In Hurricane Island Foundation, a nonprofit sought to challenge a town tax assessor’s decision denying the nonprofit a tax abatement. The nonprofit brought its challenge under Rule 80B. The Town, however, argued that this was the wrong procedural vehicle because review of an assessor’s decision must be obtained through abatement or declaratory judgment. The Law Court ultimately agreed, concluding that Rule 80B does not provide for review of a tax assessor’s decision. This raised an important issue—should the lawsuit be dismissed for lack of jurisdiction?
The Law Court applied a very practical solution. Chief Justice Stanfill, writing for the Court, observed that the Court has previously concluded that
Even if review under Rule 80B may not be available, the court nonetheless has jurisdiction when the complaint may fairly be treated as a complaint for declaratory judgment.
Accordingly, because the complaint in effect sought declaratory relief, the Law Court held that the courts properly had jurisdiction over the action.
Dismissal would serve no purpose whatever, would unjustifiably elevate form over substance, and would waste judicial resources as well as the resources of the parties.
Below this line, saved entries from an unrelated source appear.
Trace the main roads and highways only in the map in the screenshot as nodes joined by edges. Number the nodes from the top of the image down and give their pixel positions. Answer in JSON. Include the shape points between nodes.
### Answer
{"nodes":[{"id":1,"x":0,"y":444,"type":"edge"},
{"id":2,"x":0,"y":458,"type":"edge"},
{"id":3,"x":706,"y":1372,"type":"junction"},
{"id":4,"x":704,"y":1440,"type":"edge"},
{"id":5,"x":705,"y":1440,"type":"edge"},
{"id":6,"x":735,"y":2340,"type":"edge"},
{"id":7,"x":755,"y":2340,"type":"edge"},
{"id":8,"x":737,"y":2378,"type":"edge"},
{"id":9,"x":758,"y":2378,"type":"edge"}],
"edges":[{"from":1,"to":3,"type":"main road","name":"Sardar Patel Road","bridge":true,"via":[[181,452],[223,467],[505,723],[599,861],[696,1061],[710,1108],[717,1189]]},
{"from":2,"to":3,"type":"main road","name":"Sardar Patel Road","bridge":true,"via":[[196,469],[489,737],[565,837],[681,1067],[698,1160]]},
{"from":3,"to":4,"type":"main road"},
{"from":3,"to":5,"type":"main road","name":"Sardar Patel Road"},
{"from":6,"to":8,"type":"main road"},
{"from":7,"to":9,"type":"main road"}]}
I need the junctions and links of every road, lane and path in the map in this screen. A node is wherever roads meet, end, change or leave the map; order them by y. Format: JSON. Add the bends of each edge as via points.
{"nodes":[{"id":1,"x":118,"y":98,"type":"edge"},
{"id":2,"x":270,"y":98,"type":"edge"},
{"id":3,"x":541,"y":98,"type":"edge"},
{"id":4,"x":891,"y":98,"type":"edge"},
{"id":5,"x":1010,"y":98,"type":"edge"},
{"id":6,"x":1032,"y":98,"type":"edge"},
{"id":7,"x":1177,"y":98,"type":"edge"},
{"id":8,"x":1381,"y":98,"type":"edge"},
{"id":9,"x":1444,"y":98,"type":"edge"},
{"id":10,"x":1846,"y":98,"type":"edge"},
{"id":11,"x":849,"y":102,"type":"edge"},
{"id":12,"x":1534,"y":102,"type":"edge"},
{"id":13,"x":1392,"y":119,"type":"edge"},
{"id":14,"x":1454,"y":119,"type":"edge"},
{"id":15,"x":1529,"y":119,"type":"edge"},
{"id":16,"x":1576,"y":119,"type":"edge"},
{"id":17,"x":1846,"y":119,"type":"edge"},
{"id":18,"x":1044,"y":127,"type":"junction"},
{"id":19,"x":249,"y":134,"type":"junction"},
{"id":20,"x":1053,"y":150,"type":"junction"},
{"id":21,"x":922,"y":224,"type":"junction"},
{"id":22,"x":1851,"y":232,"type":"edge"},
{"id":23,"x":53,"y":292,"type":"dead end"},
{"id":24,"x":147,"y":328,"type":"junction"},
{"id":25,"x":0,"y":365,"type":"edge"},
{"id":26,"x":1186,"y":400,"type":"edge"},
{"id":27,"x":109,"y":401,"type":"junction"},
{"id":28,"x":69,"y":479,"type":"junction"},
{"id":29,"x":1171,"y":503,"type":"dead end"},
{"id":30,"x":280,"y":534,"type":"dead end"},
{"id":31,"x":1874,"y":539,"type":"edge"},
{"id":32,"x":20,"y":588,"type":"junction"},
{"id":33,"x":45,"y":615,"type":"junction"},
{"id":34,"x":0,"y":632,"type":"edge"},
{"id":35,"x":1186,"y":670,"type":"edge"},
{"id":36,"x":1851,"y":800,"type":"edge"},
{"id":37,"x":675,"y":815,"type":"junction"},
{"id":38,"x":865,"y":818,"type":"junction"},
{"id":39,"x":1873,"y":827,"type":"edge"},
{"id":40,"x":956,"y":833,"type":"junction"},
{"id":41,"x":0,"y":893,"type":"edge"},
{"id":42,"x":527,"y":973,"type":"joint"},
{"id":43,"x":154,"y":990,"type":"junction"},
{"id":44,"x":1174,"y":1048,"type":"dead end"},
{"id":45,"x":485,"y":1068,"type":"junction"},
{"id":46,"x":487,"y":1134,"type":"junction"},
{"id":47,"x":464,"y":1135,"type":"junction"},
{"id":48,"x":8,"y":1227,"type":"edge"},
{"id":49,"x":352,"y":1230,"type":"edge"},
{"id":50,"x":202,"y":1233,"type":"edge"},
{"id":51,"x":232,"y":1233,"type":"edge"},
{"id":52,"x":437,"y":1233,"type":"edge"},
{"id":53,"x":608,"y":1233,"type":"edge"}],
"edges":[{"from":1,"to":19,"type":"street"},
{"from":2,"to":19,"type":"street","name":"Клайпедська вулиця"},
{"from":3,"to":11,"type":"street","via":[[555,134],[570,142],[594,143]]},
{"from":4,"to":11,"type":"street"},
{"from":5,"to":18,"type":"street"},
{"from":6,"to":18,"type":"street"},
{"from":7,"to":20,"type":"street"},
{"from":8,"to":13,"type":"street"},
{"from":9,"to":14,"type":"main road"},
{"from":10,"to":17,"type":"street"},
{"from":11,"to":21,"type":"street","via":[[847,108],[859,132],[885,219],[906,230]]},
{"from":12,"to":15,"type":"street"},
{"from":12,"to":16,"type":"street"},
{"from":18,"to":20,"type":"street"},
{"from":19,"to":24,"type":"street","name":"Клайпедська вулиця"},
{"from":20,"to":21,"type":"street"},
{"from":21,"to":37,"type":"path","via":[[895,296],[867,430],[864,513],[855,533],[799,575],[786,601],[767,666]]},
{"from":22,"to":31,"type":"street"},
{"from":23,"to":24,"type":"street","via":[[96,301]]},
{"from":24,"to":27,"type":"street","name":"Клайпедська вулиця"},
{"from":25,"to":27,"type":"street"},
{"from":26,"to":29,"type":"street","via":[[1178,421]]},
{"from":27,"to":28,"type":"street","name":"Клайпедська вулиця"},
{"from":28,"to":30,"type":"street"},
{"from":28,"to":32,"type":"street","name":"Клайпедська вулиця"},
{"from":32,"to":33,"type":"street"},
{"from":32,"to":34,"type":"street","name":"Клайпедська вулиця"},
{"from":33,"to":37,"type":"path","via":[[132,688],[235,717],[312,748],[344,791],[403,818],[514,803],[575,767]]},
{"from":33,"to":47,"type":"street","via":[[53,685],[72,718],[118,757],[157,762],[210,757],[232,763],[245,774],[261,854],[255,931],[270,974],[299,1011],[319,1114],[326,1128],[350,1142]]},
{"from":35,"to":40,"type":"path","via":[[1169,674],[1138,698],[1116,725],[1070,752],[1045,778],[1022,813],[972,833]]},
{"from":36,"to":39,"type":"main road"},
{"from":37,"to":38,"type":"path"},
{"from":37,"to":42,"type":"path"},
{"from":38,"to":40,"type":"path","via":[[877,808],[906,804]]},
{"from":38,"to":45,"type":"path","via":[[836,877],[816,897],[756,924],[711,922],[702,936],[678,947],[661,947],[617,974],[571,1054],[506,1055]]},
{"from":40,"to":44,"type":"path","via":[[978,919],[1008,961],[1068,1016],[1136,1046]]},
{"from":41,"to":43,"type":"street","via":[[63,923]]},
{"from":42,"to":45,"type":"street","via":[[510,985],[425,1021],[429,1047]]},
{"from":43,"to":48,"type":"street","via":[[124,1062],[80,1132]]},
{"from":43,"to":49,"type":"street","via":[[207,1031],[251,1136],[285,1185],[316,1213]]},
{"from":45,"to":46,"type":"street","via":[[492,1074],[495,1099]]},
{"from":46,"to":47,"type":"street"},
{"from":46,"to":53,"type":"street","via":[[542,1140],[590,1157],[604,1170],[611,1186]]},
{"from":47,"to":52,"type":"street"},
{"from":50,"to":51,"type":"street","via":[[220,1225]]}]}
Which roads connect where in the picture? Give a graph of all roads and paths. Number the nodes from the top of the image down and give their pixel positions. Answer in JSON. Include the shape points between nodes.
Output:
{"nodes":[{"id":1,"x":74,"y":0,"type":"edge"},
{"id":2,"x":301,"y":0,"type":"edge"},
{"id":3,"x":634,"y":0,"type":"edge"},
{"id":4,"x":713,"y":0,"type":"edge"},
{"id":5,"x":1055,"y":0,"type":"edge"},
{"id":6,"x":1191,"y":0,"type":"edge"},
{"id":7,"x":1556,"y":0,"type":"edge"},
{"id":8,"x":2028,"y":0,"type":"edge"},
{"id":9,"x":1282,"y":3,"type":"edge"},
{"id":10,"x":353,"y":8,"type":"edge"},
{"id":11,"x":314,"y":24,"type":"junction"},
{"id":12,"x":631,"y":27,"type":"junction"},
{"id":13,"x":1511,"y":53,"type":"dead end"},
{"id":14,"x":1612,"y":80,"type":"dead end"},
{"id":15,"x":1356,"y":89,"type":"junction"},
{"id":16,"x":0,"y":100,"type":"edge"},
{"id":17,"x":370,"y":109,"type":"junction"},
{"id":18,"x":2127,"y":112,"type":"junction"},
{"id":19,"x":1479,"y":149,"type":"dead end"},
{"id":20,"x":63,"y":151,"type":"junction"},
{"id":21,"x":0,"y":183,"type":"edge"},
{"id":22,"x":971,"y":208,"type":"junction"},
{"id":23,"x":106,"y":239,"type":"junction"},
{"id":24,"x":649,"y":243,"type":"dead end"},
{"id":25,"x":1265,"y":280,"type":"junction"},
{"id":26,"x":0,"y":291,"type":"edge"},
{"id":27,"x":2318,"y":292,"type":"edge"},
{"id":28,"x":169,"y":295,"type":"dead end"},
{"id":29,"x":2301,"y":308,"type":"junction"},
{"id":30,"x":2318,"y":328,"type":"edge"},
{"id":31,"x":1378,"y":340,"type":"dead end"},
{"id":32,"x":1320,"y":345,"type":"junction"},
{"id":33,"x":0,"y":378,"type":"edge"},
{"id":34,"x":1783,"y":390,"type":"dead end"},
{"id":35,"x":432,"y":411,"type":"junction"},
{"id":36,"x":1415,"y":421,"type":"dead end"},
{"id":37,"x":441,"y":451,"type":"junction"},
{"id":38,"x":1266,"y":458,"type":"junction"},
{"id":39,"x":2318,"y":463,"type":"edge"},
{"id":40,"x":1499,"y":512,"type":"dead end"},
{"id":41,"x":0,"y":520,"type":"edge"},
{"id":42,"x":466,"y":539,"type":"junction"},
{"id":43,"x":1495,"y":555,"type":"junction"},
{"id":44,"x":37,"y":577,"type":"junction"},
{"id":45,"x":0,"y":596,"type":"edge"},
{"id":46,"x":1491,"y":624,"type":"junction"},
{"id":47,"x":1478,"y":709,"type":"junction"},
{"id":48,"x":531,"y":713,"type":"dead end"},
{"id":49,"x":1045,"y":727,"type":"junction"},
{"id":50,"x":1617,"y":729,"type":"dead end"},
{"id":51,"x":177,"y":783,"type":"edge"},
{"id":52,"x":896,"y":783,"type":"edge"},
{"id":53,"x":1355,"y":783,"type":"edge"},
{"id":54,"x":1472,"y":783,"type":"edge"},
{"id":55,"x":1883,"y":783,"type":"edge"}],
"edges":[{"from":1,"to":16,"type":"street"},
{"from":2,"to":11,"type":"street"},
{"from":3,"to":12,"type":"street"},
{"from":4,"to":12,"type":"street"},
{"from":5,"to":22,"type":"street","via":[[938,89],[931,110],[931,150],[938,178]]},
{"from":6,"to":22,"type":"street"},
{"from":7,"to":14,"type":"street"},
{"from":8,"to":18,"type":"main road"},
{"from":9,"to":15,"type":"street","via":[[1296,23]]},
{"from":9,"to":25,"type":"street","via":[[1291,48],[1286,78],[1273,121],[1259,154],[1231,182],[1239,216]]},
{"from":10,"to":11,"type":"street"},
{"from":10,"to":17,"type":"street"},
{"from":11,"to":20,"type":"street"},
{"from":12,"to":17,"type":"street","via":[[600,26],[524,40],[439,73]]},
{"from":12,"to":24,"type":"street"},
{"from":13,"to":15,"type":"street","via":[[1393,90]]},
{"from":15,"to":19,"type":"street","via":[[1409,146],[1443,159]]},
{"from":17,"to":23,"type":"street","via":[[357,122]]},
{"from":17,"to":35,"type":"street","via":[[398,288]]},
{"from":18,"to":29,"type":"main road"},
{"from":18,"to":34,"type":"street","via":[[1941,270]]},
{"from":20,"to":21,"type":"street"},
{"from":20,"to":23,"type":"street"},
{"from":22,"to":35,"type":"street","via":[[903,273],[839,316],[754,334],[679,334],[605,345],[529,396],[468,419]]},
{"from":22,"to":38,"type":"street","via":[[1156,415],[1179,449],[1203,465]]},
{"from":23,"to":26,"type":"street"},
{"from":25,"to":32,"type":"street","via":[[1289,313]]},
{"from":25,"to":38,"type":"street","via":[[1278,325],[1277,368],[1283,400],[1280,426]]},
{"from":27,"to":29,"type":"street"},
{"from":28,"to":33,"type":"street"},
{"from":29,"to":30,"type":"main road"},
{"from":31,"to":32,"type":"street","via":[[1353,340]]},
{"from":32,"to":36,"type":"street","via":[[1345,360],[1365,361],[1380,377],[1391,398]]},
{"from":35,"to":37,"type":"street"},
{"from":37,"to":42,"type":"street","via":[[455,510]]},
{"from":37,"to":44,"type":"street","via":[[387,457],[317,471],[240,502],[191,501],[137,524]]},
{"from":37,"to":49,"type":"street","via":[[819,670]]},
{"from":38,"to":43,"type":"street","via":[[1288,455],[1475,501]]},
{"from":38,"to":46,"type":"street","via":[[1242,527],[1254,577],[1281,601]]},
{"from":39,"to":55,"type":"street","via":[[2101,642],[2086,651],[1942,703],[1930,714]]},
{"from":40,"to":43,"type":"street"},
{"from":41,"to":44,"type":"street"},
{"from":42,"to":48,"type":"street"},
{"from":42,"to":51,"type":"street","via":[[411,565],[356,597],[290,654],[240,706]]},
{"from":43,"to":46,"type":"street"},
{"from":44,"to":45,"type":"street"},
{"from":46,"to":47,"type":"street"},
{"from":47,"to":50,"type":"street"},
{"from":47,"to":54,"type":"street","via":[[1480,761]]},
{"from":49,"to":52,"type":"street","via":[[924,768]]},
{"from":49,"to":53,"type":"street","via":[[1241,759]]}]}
The Law Court further declined to remand the matter for amendment of the complaint, because that would merely lead to duplicative proceedings. Honoring the purpose of the Rules of Civil Procedure, namely, “to secure the just, speedy and inexpensive determination of every action,” the Court declined to resolve the case on procedural grounds and instead reached the merits of the case.
The Court’s approach in Hurricane Island closely tracks the approach that the Court has previously taken in the context of Rule 80C. In Help-U-Sell v. Maine Real Estate Commission, the Law Court similarly concluded that the plaintiff had wrongly filed a petition challenging an agency decision under Rule 80C. And, likewise, the Court, concluding that the action was more properly brought as seeking declaratory relief, simply treated the complaint as a declaratory judgment action—again citing the purposes of the Rules of Civil Procedure.
In challenges to municipal and agency actions, therefore, it appears that the Court is charting a steady course that avoids meaningless procedural wrangling. Where an action under Rule 80B or 80C can properly be pleaded as a declaratory judgment action, the Law Court prefers that the action be resolved on its merits rather than dismissed on procedural grounds. This is a sensible solution, as it avoids procedural games that could ultimately be resolved by simple re-pleading. Substance matters more than form.